第1話 入学
入学式の後は教室まで案内され、出席番号順に座らされた。机の右上に、「13番 神田瑞希」と書かれた名札が貼り付けられていた。ちなみに、「神田瑞希」とは私の名前だ。他には、「私立美阪女子学園中等部入学説明書」という長ったらしいタイトルの冊子とか、連絡帳とか、まあ色々置いてあった。みんなが席に着いたのを確認すると、担任の教師がこれまた長ったらしい説教臭い話をし始めた。入学式の校長の話と同じく、「女らしさを磨く」だとか「礼儀を身につける」だとかいう内容だった。

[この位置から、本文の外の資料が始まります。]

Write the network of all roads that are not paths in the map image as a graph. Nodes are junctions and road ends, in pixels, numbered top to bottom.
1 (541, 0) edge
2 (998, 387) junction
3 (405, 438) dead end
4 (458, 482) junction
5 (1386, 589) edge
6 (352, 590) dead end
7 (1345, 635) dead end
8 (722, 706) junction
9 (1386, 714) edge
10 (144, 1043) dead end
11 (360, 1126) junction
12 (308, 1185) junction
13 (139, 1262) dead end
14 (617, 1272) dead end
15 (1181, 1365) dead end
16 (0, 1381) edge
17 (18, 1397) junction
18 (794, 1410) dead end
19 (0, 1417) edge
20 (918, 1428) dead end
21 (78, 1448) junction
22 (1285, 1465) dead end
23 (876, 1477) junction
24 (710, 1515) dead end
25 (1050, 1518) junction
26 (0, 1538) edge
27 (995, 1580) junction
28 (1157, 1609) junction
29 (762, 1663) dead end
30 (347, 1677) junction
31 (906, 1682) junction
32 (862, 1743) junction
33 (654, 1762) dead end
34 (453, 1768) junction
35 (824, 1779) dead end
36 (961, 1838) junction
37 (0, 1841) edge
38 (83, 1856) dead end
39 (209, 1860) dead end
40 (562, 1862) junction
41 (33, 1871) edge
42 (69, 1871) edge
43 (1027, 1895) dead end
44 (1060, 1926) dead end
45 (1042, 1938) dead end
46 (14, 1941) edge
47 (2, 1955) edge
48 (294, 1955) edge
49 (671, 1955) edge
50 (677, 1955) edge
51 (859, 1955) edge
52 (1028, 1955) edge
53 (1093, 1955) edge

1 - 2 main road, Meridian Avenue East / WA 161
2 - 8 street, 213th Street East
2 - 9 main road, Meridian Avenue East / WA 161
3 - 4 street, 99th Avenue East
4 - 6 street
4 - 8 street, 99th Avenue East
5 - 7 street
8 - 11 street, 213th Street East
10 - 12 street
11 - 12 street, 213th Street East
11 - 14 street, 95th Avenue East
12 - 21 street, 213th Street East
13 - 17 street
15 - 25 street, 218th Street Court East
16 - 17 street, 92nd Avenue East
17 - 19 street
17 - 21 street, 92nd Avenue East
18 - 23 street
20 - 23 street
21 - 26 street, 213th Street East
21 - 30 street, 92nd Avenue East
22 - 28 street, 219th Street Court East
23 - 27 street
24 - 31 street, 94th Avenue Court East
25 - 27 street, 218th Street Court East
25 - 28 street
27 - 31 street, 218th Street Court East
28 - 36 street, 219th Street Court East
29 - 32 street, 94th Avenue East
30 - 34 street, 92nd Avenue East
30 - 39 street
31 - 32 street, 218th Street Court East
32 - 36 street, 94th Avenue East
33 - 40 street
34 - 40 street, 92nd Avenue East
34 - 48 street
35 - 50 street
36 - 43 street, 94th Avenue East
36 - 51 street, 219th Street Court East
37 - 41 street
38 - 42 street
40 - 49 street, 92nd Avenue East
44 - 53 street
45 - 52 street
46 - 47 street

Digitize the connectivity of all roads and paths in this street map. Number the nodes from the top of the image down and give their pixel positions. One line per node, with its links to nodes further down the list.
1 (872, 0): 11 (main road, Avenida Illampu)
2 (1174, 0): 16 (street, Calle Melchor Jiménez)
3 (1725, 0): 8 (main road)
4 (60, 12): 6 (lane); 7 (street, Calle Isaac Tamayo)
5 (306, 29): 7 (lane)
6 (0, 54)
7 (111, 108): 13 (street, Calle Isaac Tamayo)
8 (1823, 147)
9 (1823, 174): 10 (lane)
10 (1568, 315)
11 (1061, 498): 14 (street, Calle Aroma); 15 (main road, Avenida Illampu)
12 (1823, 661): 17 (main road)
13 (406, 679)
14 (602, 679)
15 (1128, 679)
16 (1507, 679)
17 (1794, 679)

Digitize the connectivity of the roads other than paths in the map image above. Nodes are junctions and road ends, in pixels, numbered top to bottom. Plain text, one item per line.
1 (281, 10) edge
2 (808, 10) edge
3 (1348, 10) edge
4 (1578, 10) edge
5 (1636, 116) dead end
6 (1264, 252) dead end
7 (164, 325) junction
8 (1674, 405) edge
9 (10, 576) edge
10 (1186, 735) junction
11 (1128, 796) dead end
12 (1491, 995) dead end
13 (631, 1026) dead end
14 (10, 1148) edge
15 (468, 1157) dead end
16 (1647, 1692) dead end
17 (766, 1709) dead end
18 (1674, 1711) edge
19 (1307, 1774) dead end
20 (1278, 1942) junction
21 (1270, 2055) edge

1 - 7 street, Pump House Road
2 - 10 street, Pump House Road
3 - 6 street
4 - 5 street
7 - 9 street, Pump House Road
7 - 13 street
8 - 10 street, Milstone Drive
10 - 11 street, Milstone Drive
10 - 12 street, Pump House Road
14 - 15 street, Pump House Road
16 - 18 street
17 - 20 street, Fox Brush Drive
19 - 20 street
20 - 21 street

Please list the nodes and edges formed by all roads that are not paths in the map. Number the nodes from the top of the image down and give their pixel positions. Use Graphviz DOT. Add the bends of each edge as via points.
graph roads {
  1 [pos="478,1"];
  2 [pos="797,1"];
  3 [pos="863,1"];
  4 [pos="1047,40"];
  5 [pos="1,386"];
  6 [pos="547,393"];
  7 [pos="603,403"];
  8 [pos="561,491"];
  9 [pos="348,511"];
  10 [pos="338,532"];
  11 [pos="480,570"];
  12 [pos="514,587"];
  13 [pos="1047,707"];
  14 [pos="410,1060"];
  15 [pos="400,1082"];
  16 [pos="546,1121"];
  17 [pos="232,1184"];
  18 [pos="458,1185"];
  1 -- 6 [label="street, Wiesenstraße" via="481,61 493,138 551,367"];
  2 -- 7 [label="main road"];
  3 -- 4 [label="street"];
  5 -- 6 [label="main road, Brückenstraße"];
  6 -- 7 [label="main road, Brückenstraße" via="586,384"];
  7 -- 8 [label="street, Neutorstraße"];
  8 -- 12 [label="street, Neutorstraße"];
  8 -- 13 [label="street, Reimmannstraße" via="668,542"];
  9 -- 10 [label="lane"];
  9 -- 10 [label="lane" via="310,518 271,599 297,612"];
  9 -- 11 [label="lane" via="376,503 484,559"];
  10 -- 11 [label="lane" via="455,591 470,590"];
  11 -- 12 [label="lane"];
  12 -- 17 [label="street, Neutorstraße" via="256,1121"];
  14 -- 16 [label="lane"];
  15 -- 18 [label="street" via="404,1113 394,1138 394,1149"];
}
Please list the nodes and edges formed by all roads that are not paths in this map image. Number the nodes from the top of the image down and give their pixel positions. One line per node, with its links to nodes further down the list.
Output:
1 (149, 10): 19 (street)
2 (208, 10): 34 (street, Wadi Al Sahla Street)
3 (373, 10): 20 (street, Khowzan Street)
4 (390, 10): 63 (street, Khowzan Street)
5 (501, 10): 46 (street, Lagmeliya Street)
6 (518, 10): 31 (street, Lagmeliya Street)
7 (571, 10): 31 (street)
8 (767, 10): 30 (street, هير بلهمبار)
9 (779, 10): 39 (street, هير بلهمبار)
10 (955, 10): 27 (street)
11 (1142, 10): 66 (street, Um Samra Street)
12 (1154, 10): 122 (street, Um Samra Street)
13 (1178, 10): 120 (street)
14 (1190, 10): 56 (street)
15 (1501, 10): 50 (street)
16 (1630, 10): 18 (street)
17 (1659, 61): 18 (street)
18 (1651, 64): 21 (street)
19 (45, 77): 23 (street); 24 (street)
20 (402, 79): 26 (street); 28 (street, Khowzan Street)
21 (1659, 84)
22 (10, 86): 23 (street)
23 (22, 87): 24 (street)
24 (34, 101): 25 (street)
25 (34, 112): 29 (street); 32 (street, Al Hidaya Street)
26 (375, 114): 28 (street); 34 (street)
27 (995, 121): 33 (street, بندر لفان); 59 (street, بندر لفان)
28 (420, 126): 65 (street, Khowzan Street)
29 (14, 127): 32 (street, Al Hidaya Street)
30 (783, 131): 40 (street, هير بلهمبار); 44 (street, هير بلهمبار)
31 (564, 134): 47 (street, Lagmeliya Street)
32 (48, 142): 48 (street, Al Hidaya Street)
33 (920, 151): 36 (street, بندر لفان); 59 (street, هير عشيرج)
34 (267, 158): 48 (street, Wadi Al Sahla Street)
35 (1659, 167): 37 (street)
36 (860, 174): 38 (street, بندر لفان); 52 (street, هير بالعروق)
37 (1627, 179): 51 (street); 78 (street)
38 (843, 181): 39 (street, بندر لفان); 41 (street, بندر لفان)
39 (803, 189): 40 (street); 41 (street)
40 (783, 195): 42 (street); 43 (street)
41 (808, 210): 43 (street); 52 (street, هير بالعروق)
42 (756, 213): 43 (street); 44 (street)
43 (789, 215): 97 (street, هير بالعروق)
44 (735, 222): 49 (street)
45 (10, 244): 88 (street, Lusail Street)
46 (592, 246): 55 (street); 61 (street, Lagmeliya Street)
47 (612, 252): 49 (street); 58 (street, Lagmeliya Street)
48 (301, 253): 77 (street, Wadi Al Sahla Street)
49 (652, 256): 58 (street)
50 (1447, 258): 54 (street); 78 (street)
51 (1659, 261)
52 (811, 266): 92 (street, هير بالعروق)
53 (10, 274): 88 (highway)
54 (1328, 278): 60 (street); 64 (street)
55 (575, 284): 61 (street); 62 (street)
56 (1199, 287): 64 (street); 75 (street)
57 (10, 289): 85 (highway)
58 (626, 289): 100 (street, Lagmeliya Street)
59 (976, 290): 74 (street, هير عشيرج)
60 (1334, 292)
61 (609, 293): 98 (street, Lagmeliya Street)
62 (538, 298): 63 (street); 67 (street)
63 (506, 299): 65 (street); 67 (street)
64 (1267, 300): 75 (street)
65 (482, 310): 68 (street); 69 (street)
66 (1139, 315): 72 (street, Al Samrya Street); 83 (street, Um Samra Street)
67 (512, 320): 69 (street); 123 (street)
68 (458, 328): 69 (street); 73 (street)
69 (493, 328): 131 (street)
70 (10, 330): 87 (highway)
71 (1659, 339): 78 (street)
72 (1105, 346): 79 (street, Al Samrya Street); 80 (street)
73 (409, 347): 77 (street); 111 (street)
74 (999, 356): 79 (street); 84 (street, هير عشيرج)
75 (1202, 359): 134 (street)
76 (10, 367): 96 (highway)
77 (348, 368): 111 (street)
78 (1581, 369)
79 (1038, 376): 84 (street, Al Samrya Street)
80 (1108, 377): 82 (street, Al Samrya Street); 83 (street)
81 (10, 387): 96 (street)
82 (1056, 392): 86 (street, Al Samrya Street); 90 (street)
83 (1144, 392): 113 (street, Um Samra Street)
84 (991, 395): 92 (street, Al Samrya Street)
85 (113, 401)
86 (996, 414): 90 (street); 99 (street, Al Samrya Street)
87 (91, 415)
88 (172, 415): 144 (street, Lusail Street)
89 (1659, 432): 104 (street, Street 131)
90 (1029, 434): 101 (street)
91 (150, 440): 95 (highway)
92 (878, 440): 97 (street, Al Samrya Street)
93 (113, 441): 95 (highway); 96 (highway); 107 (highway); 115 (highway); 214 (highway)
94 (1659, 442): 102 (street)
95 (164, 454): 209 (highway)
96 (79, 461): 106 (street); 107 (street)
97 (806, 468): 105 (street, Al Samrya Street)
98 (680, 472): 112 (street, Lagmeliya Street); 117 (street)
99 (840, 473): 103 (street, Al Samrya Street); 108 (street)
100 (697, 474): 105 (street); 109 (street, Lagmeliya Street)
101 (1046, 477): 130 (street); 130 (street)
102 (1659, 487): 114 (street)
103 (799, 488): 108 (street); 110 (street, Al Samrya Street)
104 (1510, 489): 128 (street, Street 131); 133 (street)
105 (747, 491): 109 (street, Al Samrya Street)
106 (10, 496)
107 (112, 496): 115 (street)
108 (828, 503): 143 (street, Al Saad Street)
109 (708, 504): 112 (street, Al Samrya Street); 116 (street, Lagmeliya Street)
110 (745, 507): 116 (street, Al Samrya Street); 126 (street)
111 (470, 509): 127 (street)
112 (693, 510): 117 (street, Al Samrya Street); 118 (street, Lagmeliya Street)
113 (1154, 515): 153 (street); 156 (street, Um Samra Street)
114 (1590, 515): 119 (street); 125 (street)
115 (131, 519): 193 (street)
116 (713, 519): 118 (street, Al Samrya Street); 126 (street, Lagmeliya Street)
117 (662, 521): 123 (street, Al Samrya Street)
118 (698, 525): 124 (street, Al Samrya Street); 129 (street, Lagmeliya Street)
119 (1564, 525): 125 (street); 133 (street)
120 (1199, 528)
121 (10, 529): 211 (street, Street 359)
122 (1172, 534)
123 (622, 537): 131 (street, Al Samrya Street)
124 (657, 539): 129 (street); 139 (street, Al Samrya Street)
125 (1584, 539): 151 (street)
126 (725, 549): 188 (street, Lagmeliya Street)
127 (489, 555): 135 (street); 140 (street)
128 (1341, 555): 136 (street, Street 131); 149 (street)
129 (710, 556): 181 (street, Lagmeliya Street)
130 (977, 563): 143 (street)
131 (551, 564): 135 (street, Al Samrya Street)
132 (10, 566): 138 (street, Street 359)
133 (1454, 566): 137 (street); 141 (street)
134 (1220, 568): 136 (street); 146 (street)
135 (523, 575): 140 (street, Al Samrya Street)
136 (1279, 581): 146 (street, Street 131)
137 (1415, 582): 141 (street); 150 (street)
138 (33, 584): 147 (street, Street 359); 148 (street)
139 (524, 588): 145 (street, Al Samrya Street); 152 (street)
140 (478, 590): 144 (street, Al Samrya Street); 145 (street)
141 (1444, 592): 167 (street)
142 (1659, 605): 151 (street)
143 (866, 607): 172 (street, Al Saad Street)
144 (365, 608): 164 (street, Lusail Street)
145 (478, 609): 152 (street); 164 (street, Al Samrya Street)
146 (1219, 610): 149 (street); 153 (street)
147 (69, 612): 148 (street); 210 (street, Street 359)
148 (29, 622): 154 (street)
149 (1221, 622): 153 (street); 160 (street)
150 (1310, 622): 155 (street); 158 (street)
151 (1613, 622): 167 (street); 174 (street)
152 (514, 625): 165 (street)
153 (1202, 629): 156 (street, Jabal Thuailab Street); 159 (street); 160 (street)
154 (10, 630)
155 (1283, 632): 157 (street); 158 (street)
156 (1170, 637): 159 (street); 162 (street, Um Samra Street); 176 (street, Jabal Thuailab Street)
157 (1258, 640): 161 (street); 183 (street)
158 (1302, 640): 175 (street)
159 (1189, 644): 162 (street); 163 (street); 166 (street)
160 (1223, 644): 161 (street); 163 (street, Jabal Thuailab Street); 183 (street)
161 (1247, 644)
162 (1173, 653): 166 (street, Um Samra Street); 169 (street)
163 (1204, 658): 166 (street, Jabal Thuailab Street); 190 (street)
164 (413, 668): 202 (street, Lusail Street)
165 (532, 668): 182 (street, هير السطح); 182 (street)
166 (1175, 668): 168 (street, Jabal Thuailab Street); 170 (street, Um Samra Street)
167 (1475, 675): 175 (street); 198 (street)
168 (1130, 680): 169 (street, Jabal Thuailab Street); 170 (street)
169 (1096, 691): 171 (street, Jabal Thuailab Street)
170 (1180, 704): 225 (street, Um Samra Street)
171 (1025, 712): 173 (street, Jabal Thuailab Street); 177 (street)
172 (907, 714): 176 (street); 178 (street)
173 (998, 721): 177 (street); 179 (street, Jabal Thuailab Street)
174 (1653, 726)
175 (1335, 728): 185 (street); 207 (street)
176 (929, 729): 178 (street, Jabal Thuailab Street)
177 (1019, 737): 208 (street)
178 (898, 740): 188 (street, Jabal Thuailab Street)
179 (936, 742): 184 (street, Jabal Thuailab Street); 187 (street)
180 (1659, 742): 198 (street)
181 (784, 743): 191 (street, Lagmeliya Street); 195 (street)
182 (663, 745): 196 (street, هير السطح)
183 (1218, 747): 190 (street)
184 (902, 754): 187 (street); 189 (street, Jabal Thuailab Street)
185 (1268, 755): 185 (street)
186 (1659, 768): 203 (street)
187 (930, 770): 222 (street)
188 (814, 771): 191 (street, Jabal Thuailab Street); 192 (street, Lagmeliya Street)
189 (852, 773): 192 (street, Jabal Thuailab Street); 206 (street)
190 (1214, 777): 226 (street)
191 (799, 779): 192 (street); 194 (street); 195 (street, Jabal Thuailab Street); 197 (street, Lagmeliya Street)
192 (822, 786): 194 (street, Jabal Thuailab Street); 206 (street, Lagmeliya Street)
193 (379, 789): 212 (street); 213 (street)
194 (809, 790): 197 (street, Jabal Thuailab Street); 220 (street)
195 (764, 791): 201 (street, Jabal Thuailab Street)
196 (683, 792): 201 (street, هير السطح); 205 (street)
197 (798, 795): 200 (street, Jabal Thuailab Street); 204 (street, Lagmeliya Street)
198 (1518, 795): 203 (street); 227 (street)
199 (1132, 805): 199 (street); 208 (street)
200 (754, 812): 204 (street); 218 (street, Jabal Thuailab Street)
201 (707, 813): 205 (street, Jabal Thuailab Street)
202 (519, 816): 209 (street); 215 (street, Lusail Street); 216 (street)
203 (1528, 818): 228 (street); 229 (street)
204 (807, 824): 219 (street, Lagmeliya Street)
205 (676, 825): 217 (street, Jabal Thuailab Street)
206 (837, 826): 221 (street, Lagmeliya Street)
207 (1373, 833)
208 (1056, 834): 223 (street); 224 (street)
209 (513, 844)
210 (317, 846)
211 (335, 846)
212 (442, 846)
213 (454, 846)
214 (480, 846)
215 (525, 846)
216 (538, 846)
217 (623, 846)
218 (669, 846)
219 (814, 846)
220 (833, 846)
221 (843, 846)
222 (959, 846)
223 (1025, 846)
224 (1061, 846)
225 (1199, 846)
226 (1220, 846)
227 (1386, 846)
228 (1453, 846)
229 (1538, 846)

これだからお堅いお嬢様学校は嫌だったんだ。決して私は苦しい中学受験をしてまでこんな学校に入りたかったわけじゃない。こうなったのもバカな両親のせいだ。「全部お前の為だ」とか「後で絶対、受験してよかったって思えるわ」とか根拠も何もないことを言われ、半ば強制的に受験させられた。子供の意見には耳を傾けず、最終決定権は親にある家庭なのだ。私のことを思ってやってくれているのだろうが、正直ありがた迷惑だった。確かに中高一貫で高校受験をしなくてもいいのはありがたいが、六年間もこんな学校で過ごせと言うのか。嫌なんだよね、ここの校風。特に「女らしく」とか「礼儀正しく」とか絶対無理。横目で周りを見てみると、不満そうな表情の子達が数人。私と同じようなことを考えてる子もいるんだろう。生徒は一クラス40人。それが六クラスある。私は正直、クラスにとけ込む自信がない。一人でも知り合いがいるならまだしも、周りは知らない人だらけ。人付き合いの苦手な私には、自分から話しかけるなどという挑戦は絶対に出来なかった。なので誰かが話しかけてくれるまで待つつもりだった。しかし、思った程待つ時間は長くなかった。
「私、佐々木理恵。これから一年間よろしくね」
隣の席の少女が話しかけてきたのは次の休憩時間だった。少女は人の良さそうな笑みを浮かべていた。
「神田瑞希・・・よろしく」
呟くように言った。大体この時点で、私のことを「暗い」と感じた人はもうあまり話しかけてこないし、「クール」だと感じた人は結構話しかけてくるようだ。もともと、みんなで騒いだりするのはあまり好きタイプじゃない。
「“神田瑞希”?ふーん。じゃあ、瑞希って呼んでいい?」
「いいけど・・・」
「私のことは理恵って呼んで!小学校の時からそう呼ばれてるから」
(明るい人だなぁ・・・)
屈託のない笑顔を見て思った。とりあえず、悪い人ではなさそうだ。
佐々木理恵は、優しく明るいしっかり者で、友達もすぐにたくさんできた。どんなタイプの子ともすぐに仲良くなった。私も入学して一ヶ月経つとクラスに数人かは友達ができたが、それは全員理恵を通して友達になった子だった。その中でもよく話すのは、伊藤麻衣、杉村純子、西野知世の三人だった。彼女たちとも最初はやっぱりドギマギした会話になってしまったが、少しずつ打ち解けていった。もちろん、理恵との会話もすっかり慣れて、こちらから話しかけることも普通にできるようになった。私は理恵のようにクラス全員と仲良くなることはできず、むしろ生意気な態度(に見えるらしい)がクラスのリーダーグループから反感を買ってしまった事も少しあったようだが、それなりに良いクラスになれたと思った。
前に書いていた小説ですが、私の力不足の為、最初からやり直すことになってしまいました・・・。途中で行き詰まってしまって。ごめんなさい。今度から気を付けます。